- POSTED: 13 Aug 2014 22:34
- UPDATED: 14 Aug 2014 08:00
Singapore firm Trek, which is best known for creating the ThumbDrive, plans to expand its business into areas like medical and cloud computing technologies. Putting the patent battles over the ThumbDrive behind it, Trek said it now wants to forge ahead and exploit new growth areas in technology.
SINGAPORE: Back in 2000, Trek unveiled its ThumbDrive to the world, before it had successfully secured a patent. Months later, ThumbDrive clones popped out and the lawsuits began.
Mr Henn Tan, chairman and chief executive of Trek 2000 International, admitted: "I was ‘gung-ho’ about our technology - single-handedly we it brought to the world. And I expected to change the world single-handedly. That was foolish of me."
He likened his company's efforts to a "small little fish drifting in the blue ocean", saying that they were going to "eat everybody up".
"You cannot digest that!" Mr Tan said. "I didn't have the means to do it and that has been a very costly lesson." In fact, the lesson cost them more than S$20 million to police and enforce their claims over the memory stick.
These days, whenever a Trek product is conceptualised, patent attorneys are involved from the get-go. These legal experts will meticulously oversee the intellectual property aspects of an innovation, working towards the filing of a patent.
It is what the firm did as it ventured into cloud computing solutions with its FluCard, a memory device which can tap wireless networks to upload content. Trek has also produced an educational toy for the Chinese market which links up to a wireless surveillance system. It has a hidden camera for parents to watch their children via a smartphone.
Some intellectual property experts said other tech firms would do well to prioritise guarding their creations as a business strategy, as Trek has done.

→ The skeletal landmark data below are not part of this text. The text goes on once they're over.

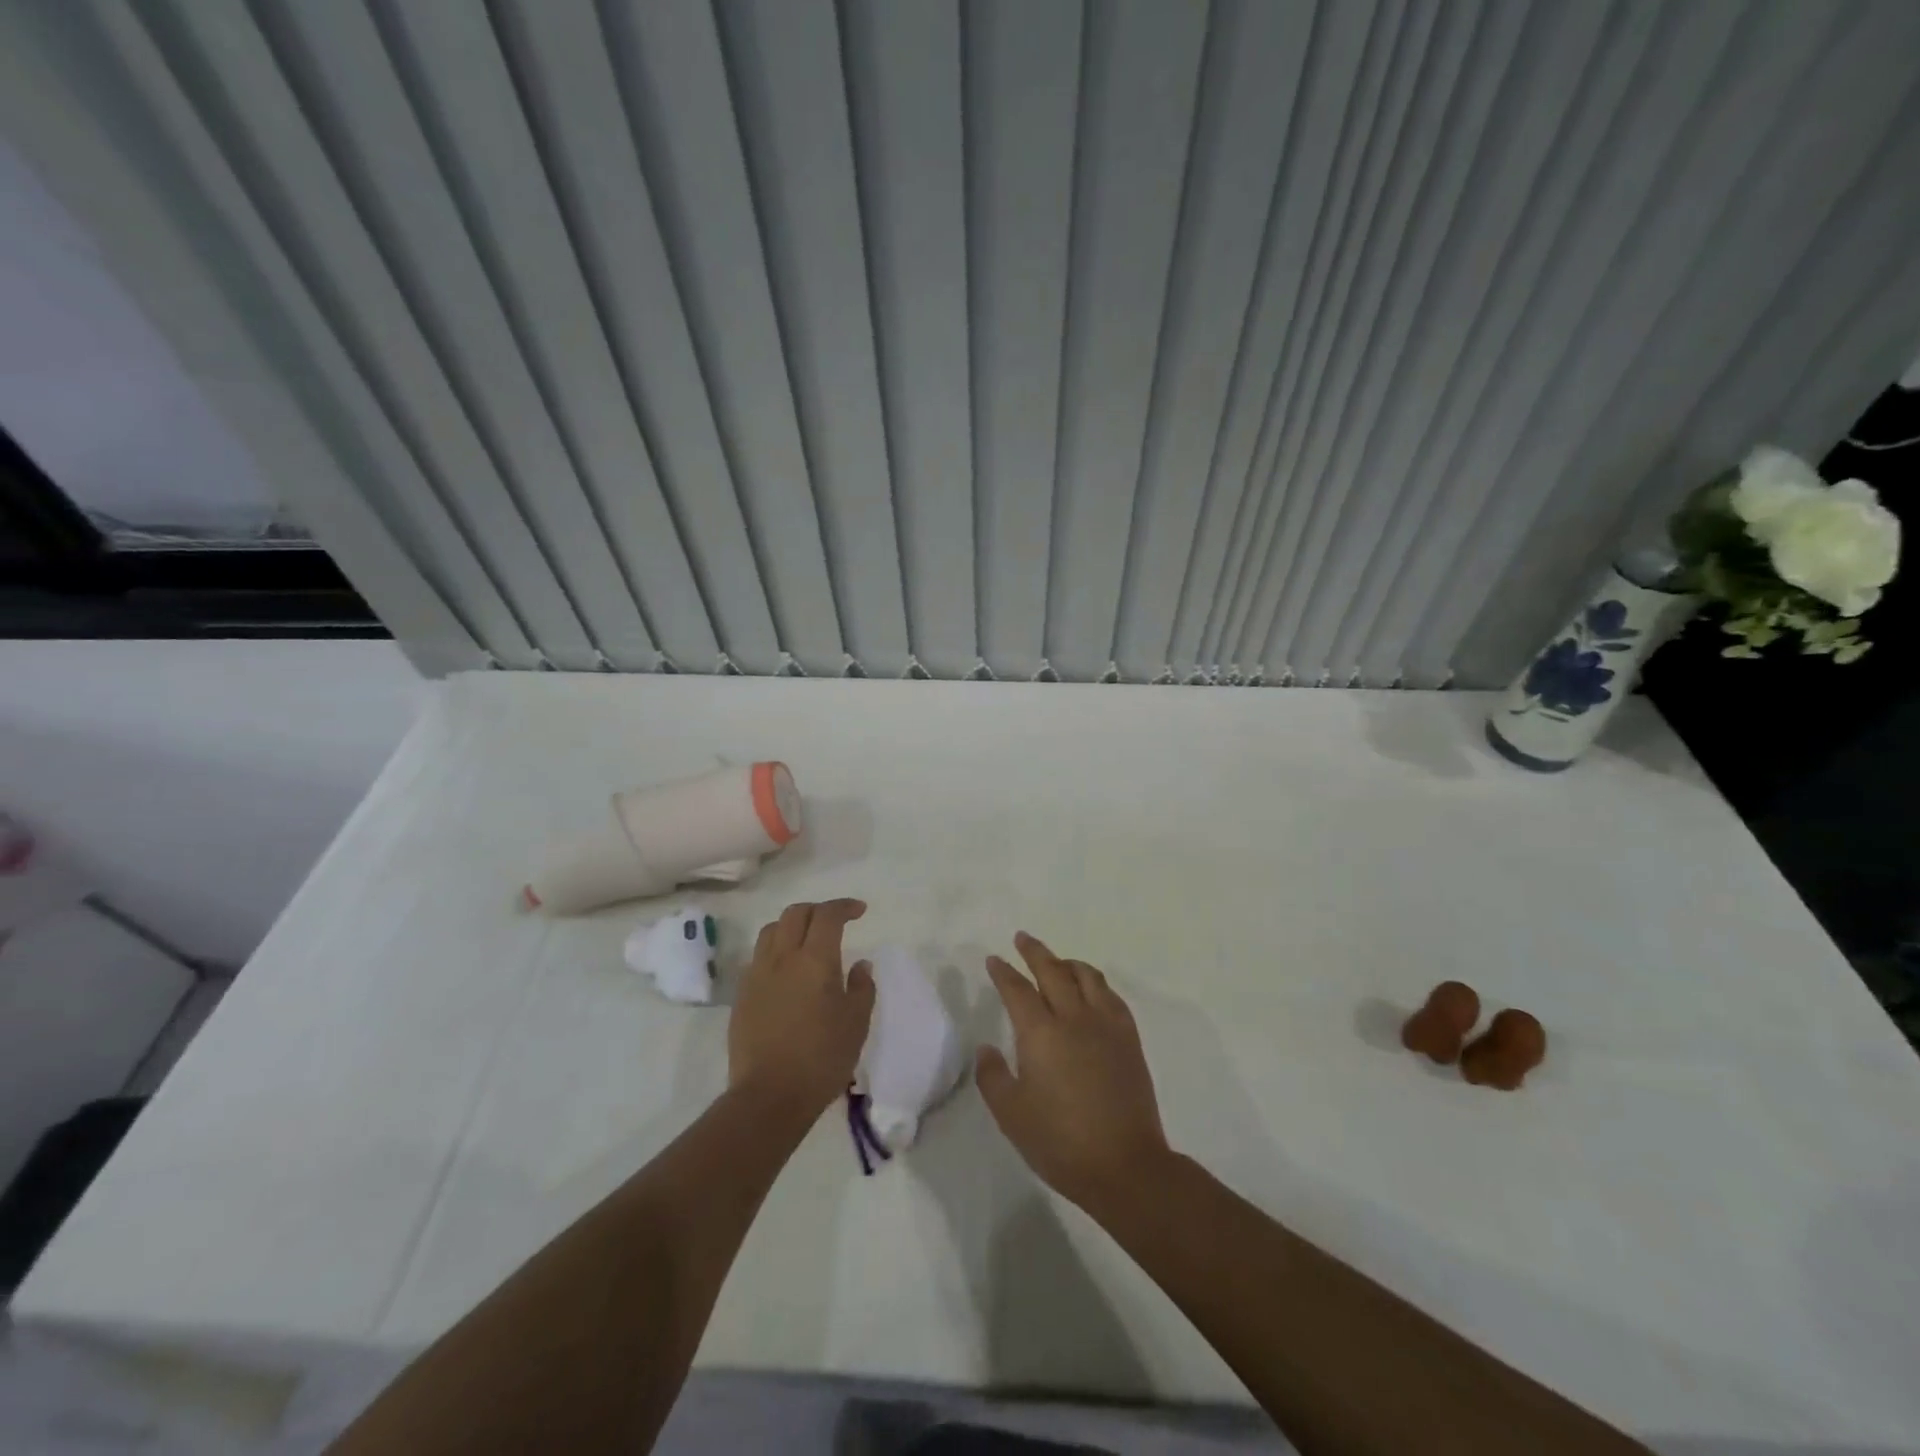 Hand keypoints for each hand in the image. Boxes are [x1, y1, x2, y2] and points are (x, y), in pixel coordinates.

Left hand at [729, 899, 874, 1115]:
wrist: (769, 1096)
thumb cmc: (822, 1058)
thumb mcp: (856, 1023)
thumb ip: (862, 988)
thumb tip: (860, 965)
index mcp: (815, 959)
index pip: (828, 915)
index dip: (844, 906)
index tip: (860, 911)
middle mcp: (782, 957)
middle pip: (795, 913)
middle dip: (817, 910)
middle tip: (835, 923)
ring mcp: (757, 974)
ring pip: (771, 930)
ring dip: (791, 926)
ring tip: (806, 942)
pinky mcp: (741, 995)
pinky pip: (758, 957)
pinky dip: (775, 951)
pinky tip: (785, 971)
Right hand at [976, 932, 1172, 1213]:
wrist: (1125, 1165)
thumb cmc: (1060, 1142)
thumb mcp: (1011, 1115)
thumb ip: (993, 1077)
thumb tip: (986, 1048)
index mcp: (1041, 1033)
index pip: (1018, 990)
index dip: (1004, 972)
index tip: (994, 959)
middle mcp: (1074, 1018)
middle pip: (1053, 971)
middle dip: (1034, 952)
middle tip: (1022, 939)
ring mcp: (1106, 1025)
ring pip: (1087, 977)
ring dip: (1067, 962)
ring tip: (1058, 961)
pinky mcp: (1129, 1039)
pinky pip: (1111, 996)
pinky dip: (1096, 983)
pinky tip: (1092, 991)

Mr Zaid Hamzah, an intellectual property strategist at Intellectual Futures, said: "Imagine a product, (for example) a smartphone. Underlying this product is intellectual property. So if a company does not protect its new asset, the most direct impact is (its) inability to monetise (its) real asset."
The Intellectual Property Office of Singapore offers resources for firms which may need help with understanding how to protect their innovations.